Moriyama, Yukiko. Quick & Easy Tofu Cookbook. Tokyo: JOE, Inc., 1998.
Ingredients:
6 ounces tofu
2 1/2 tablespoons Miso (fermented soy bean paste)
3 cups soup stock or water or 3 cup s water plus 2 teaspoons instant chicken bouillon
1 green onion
1/2 cup small broccoli flowerets
Preparation:
Cut tofu into 1/2″ cubes. Cut green onion into 1″ long, then cut lengthwise into halves. Cut broccoli diagonally into small pieces.

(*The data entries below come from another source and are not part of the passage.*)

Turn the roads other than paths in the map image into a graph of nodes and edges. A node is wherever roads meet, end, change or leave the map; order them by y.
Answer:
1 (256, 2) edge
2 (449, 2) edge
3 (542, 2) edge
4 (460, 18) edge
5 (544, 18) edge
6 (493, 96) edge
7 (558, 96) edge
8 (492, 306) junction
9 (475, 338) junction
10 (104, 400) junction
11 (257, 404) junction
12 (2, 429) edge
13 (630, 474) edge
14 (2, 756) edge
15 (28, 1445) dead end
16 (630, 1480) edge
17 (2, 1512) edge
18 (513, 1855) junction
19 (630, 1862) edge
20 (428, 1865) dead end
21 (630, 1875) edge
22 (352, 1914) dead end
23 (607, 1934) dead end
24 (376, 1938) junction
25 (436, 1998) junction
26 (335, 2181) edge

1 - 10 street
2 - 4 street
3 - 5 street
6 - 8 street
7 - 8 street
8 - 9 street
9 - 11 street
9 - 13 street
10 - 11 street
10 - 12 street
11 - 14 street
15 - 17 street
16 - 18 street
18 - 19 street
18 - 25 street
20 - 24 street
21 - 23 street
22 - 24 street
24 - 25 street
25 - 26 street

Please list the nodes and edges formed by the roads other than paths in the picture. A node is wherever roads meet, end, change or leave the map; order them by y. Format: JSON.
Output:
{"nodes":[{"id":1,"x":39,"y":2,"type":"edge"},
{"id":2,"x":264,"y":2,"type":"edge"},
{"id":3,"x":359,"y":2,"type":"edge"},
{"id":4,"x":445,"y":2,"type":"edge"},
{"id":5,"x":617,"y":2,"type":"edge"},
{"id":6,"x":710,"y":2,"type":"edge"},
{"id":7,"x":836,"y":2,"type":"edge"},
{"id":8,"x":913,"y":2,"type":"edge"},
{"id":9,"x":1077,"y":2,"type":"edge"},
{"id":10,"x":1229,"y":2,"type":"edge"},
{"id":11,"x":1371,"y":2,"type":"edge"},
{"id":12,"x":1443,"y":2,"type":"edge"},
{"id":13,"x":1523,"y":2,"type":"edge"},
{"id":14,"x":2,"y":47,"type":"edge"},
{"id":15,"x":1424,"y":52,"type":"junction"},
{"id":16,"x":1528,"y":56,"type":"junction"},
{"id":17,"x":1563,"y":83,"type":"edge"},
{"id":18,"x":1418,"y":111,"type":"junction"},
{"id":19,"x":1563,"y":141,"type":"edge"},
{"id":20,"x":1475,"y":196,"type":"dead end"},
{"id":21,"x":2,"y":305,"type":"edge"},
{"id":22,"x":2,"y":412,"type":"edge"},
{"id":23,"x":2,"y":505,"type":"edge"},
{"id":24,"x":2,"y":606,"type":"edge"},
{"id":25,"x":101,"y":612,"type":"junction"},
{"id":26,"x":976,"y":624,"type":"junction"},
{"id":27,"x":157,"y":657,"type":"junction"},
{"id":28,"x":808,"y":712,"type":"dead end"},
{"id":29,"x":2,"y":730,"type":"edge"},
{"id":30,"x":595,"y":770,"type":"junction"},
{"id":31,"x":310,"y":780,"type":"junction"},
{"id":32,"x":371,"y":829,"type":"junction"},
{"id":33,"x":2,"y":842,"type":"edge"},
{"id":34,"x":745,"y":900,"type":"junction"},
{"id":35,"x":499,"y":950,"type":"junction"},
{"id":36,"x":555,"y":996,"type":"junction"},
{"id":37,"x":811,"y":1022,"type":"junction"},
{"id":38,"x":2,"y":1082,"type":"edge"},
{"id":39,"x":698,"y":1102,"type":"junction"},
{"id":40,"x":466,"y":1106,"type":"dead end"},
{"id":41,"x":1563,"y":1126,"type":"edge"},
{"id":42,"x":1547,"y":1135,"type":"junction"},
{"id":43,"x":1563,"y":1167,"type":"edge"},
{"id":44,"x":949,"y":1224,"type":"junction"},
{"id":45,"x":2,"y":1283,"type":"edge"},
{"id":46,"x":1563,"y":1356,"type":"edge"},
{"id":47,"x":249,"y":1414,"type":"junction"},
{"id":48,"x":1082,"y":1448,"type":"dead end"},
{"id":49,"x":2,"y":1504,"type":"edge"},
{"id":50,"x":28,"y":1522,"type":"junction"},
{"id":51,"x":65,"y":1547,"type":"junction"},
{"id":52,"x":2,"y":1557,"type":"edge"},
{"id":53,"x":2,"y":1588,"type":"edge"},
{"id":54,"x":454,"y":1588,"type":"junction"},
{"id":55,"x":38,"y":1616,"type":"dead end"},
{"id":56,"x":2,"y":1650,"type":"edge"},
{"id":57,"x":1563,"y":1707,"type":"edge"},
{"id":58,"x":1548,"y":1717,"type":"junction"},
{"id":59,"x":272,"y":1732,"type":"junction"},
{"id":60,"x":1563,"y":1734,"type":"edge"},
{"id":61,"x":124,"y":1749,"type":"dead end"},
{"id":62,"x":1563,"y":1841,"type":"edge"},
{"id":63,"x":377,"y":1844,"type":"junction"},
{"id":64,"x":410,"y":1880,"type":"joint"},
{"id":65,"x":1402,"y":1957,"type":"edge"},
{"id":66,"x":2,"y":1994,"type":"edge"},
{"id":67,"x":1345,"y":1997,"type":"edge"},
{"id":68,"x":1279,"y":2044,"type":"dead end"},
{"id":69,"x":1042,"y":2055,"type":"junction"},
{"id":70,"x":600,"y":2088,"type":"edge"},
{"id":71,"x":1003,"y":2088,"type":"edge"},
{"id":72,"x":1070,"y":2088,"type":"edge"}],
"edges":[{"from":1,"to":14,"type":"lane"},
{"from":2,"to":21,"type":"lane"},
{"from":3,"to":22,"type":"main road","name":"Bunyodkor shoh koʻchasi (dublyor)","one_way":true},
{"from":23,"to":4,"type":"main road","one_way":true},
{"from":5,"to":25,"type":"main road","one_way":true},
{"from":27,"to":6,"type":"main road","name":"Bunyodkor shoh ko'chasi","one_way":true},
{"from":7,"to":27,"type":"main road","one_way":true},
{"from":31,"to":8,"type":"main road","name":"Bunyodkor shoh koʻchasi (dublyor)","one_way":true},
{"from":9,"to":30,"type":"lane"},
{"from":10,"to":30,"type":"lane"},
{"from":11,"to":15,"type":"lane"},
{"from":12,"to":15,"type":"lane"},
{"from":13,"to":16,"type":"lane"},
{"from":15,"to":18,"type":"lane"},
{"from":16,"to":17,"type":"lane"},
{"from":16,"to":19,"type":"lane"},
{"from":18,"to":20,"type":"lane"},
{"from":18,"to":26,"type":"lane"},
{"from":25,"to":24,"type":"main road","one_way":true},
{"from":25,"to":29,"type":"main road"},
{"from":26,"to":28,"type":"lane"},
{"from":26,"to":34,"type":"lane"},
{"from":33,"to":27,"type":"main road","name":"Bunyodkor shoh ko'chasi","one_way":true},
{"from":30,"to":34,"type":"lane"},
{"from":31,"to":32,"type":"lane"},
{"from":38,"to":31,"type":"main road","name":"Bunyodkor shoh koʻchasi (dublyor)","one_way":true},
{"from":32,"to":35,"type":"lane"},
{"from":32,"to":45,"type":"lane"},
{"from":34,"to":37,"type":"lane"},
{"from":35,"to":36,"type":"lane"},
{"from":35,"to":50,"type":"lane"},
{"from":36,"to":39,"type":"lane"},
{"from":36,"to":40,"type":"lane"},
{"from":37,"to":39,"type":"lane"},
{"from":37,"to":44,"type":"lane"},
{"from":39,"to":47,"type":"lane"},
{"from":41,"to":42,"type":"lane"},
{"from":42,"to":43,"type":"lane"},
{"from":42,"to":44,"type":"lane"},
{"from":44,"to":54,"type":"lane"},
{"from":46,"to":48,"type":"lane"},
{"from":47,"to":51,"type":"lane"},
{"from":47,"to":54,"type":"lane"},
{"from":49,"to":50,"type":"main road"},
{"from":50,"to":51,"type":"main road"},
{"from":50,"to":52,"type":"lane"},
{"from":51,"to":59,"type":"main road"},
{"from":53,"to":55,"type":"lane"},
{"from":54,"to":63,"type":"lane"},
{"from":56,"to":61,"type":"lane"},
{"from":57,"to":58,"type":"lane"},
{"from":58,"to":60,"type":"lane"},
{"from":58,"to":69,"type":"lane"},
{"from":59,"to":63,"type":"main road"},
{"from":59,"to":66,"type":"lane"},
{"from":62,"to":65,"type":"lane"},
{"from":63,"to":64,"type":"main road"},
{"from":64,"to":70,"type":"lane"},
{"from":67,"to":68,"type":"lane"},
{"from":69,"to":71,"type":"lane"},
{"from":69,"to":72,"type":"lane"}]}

Heat soup stock in saucepan until boil; add green onion and broccoli pieces over medium heat. Mix Miso and 1/2 cup cooking soup stock until creamy. Add to saucepan and stir soup lightly. Add tofu cubes and bring to a boil. Remove from heat. Serve in small individual bowls. Add dash of pepper to soup if desired.
Makes 4 servings.


4 Comments
In the spirit of being healthy as a New Year's Resolution, please help yourself to a bowl of Miso Soup! http://tiny.cc/uVEwo
RT @AlohaTofu: In the spirit of being healthy as a New Year's Resolution, please help yourself to a bowl of Miso Soup! http://tiny.cc/uVEwo
RT @TopsyRT: Miso Soup http://bit.ly/dxkolh
Visited Don Quijote to look for Okara but nothing on the shelf but I did see Sokara. What is the difference?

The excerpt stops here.